→ **Exercise brief**
Every record is to be transcribed exactly as written.

→ **Exercise inputs**
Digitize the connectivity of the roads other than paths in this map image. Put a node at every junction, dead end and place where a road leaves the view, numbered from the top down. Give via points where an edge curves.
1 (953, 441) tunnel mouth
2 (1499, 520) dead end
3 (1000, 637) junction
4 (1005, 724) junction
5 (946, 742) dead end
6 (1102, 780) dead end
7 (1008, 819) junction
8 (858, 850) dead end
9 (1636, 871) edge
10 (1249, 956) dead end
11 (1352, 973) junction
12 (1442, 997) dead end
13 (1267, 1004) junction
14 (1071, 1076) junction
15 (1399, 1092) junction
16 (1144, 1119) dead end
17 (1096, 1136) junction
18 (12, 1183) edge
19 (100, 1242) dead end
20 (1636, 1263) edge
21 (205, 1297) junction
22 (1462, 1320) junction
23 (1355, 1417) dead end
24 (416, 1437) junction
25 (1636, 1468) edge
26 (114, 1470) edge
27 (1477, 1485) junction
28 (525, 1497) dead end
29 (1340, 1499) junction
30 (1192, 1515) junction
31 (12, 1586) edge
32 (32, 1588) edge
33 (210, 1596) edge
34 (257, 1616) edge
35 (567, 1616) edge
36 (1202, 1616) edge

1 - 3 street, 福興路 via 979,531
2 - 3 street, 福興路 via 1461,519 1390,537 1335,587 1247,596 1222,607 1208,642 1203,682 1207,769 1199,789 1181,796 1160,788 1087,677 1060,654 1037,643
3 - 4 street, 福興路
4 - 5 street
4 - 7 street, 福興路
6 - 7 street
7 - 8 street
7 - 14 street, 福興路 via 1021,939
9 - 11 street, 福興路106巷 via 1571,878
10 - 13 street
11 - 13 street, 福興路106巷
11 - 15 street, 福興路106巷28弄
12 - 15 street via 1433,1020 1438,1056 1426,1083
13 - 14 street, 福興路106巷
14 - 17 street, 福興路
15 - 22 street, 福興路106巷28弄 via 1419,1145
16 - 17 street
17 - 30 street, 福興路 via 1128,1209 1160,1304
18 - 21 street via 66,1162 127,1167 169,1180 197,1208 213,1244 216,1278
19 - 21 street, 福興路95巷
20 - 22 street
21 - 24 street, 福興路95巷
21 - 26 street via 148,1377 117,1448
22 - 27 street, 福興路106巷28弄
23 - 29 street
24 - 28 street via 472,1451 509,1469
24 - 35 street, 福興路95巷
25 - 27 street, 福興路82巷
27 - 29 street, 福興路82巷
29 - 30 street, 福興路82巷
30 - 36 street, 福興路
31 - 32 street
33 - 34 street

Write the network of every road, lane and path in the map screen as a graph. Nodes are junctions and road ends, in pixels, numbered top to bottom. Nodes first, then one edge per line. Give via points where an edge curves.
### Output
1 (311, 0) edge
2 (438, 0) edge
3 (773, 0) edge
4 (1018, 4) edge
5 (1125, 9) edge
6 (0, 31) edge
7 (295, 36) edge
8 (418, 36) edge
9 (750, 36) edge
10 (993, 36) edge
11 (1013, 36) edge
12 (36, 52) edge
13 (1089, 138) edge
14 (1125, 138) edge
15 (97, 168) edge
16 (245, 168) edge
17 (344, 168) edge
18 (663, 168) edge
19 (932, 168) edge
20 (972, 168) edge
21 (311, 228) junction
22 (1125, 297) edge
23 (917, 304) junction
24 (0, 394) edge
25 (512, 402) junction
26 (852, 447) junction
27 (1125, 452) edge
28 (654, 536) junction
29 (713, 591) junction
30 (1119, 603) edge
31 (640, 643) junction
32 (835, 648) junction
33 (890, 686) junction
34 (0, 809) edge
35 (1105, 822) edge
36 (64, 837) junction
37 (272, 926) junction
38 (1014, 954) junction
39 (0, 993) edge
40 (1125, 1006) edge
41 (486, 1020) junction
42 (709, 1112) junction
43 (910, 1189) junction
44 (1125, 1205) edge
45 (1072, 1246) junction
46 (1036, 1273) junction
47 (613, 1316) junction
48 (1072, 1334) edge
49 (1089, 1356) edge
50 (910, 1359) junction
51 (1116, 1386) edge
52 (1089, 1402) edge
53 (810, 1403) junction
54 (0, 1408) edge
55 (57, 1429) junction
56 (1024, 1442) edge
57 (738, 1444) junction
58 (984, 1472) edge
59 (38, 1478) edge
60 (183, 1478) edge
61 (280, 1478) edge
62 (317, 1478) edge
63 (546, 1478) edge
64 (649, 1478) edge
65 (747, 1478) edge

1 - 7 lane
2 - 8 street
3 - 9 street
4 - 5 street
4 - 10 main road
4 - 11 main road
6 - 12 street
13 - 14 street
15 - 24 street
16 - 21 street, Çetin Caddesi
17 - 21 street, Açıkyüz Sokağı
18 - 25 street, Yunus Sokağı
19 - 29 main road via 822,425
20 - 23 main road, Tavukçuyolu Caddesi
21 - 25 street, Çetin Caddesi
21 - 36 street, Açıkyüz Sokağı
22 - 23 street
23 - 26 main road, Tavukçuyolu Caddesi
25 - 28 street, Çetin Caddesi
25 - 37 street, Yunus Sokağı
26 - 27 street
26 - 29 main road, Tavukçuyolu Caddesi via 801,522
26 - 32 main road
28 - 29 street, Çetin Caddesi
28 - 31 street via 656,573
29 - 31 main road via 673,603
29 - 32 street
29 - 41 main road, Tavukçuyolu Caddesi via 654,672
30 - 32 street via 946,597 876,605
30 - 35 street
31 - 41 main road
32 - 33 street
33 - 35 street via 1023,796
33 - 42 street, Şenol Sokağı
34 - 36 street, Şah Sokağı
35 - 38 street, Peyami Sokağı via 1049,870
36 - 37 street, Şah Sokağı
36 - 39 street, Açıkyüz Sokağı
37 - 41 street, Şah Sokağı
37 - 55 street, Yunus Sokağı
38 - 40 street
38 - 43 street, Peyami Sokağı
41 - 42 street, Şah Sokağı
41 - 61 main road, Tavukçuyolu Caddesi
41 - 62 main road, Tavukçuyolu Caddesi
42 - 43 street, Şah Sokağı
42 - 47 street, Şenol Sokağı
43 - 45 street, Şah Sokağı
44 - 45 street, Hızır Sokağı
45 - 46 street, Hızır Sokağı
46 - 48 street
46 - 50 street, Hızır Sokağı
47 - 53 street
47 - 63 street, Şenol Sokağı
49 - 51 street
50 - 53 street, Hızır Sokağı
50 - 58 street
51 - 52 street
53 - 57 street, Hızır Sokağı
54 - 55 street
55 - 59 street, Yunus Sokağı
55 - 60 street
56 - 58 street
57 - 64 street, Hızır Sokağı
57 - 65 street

→ **Exercise solution**
Digitize the connectivity of the roads other than paths in this map image. Put a node at every junction, dead end and place where a road leaves the view, numbered from the top down. Give via points where an edge curves.
1 (953, 441) tunnel mouth
2 (1499, 520) dead end
3 (1000, 637) junction
4 (1005, 724) junction
5 (946, 742) dead end
6 (1102, 780) dead end
7 (1008, 819) junction
8 (858, 850) dead end
9 (1636, 871) edge
10 (1249, 956) dead end
11 (1352, 973) junction
12 (1442, 997) dead end
13 (1267, 1004) junction
14 (1071, 1076) junction
15 (1399, 1092) junction
16 (1144, 1119) dead end
17 (1096, 1136) junction
18 (12, 1183) edge
19 (100, 1242) dead end
20 (1636, 1263) edge
21 (205, 1297) junction
22 (1462, 1320) junction
23 (1355, 1417) dead end
24 (416, 1437) junction
25 (1636, 1468) edge
26 (114, 1470) edge
27 (1477, 1485) junction
28 (525, 1497) dead end
29 (1340, 1499) junction
30 (1192, 1515) junction
31 (12, 1586) edge
32 (32, 1588) edge
33 (210, 1596) edge
34 (257, 1616) edge
35 (567, 1616) edge
36 (1202, 1616) edge

1 - 3 street, 福興路 via 979,531
2 - 3 street, 福興路 via 1461,519 1390,537 1335,587 1247,596 1222,607 1208,642 1203,682 1207,769 1199,789 1181,796 1160,788 1087,677 1060,654 1037,643
3 - 4 street, 福興路
4 - 5 street
4 - 7 street, 福興路
6 - 7 street
7 - 8 street
7 - 14 street, 福興路 via 1021,939
9 - 11 street, 福興路106巷 via 1571,878
10 - 13 street
11 - 13 street, 福興路106巷
11 - 15 street, 福興路106巷28弄
12 - 15 street via 1433,1020 1438,1056 1426,1083
13 - 14 street, 福興路106巷
14 - 17 street, 福興路
15 - 22 street, 福興路106巷28弄 via 1419,1145
16 - 17 street
17 - 30 street, 福興路 via 1128,1209 1160,1304
18 - 21 street via 66,1162 127,1167 169,1180 197,1208 213,1244 216,1278
19 - 21 street, 福興路95巷
20 - 22 street
21 - 24 street, 福興路95巷
21 - 26 street via 148,1377 117,1448
22 - 27 street, 福興路106巷28弄
23 - 29 street
24 - 28 street via 472,1451 509,1469
24 - 35 street, 福興路95巷
25 - 27 street, 福興路82巷
27 - 29 street, 福興路82巷
29 - 30 street, 福興路82巷
30 - 36 street, 福興路
31 - 32 street
33 - 34 street

Write the network of every road, lane and path in the map screen as a graph. Nodes are junctions and road ends, in pixels, numbered top to bottom. Nodes first, then one edge per line. Give via points where an edge curves.
### Output
1 (311, 0) edge
2 (438, 0) edge
3 (773, 0) edge
4 (1018, 4) edge
5 (1125, 9) edge
6 (0, 31) edge
7 (295, 36) edge
8 (418, 36) edge
9 (750, 36) edge
10 (993, 36) edge
11 (1013, 36) edge
12 (36, 52) edge
13 (1089, 138) edge
14 (1125, 138) edge
15 (97, 168) edge
16 (245, 168) edge
17 (344, 168) edge
18 (663, 168) edge
19 (932, 168) edge
20 (972, 168) edge
21 (311, 228) junction
22 (1125, 297) edge
23 (917, 304) junction
24 (0, 394) edge
25 (512, 402) junction
26 (852, 447) junction
27 (1125, 452) edge
28 (654, 536) junction
29 (713, 591) junction
30 (1119, 603) edge
31 (640, 643) junction
32 (835, 648) junction
33 (890, 686) junction
34 (0, 809) edge
35 (1105, 822) edge
36 (64, 837) junction
37 (272, 926) junction
38 (1014, 954) junction
39 (0, 993) edge
40 (1125, 1006) edge
41 (486, 1020) junction
42 (709, 1112) junction
43 (910, 1189) junction
44 (1125, 1205) edge
45 (1072, 1246) junction
46 (1036, 1273) junction
47 (613, 1316) junction
48 (1072, 1334) edge
49 (1089, 1356) edge
50 (910, 1359) junction
51 (1116, 1386) edge
52 (1089, 1402) edge
53 (810, 1403) junction
54 (0, 1408) edge
55 (57, 1429) junction
56 (1024, 1442) edge
57 (738, 1444) junction
58 (984, 1472) edge
59 (38, 1478) edge
60 (183, 1478) edge
61 (280, 1478) edge
62 (317, 1478) edge
63 (546, 1478) edge
64 (649, 1478) edge
65 (747, 1478) edge

1 - 7 lane
2 - 8 street
3 - 9 street
4 - 5 street
4 - 10 main road
4 - 11 main road
6 - 12 street
13 - 14 street
15 - 24 street
16 - 21 street, Çetin Caddesi
17 - 21 street, Açıkyüz Sokağı
18 - 25 street, Yunus Sokağı
19 - 29 main road via 822,425
20 - 23 main road, Tavukçuyolu Caddesi
21 - 25 street, Çetin Caddesi
21 - 36 street, Açıkyüz Sokağı
22 - 23 street
23 - 26 main road, Tavukçuyolu Caddesi
25 - 28 street, Çetin Caddesi
25 - 37 street, Yunus Sokağı
26 - 27 street
26 - 29 main road, Tavukçuyolu Caddesi via 801,522
26 - 32 main road
28 - 29 street, Çetin Caddesi
28 - 31 street via 656,573
29 - 31 main road via 673,603
29 - 32 street
29 - 41 main road, Tavukçuyolu Caddesi via 654,672
30 - 32 street via 946,597 876,605
30 - 35 street
31 - 41 main road
32 - 33 street
33 - 35 street via 1023,796
33 - 42 street, Şenol Sokağı
34 - 36 street, Şah Sokağı
35 - 38 street, Peyami Sokağı via 1049,870
36 - 37 street, Şah Sokağı
36 - 39 street, Açıkyüz Sokağı
37 - 41 street, Şah Sokağı
37 - 55 street, Yunus Sokağı
38 - 40 street
38 - 43 street, Peyami Sokağı
41 - 42 street, Şah Sokağı
41 - 61 main road, Tavukçuyolu Caddesi
41 - 62 main road, Tavukçuyolu Caddesi
42 - 43 street, Şah Sokağı
42 - 47 street, Şenol Sokağı
43 - 45 street, Şah Sokağı
44 - 45 street, Hızır Sokağı
45 - 46 street, Hızır Sokağı
46 - 48 street
46 - 50 street, Hızır Sokağı
47 - 53 street
47 - 63 street, Şenol Sokağı
49 - 51 street
50 - 53 street, Hızır Sokağı
50 - 58 street
51 - 52 street
53 - 57 street, Hızır Sokağı
54 - 55 street
55 - 59 street, Yunus Sokağı
55 - 60 street
56 - 58 street
57 - 64 street, Hızır Sokağı
57 - 65 street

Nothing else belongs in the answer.